:: What to work on ::
In the listing that follows, count the lines that include "Close", and answer with the total alone.

:: Source data ::
== == ==
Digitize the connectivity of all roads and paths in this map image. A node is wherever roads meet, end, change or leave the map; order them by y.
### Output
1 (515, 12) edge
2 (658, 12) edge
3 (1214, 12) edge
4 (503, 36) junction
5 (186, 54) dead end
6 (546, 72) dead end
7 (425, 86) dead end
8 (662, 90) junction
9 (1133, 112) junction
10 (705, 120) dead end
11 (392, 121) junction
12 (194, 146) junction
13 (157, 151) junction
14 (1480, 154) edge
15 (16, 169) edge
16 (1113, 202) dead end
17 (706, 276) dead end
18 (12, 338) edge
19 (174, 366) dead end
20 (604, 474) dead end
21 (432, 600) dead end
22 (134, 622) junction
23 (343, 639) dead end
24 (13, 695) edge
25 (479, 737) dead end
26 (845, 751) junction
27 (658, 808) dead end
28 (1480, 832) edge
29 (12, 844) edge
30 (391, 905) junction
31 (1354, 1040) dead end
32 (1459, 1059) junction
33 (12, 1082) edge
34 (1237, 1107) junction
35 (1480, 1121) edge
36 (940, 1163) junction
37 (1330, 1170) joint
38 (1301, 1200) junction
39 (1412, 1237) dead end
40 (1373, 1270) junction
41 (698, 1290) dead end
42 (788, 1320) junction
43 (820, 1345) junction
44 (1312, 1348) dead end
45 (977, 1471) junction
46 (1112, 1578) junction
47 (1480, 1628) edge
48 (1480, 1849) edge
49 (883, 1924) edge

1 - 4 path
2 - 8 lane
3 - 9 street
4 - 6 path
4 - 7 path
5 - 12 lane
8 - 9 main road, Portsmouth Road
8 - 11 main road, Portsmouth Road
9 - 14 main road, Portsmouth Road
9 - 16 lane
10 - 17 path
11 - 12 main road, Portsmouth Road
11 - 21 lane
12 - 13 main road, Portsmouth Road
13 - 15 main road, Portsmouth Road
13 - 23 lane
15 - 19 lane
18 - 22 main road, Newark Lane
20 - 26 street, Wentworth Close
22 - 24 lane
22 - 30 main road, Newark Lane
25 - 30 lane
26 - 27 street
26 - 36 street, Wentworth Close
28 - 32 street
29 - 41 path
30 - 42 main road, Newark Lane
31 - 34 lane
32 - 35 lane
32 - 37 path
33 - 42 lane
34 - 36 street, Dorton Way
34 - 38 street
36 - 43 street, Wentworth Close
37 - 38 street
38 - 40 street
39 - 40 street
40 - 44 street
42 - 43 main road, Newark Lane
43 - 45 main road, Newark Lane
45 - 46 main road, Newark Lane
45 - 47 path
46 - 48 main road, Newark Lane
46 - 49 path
== == ==
:: Exercise response ::
3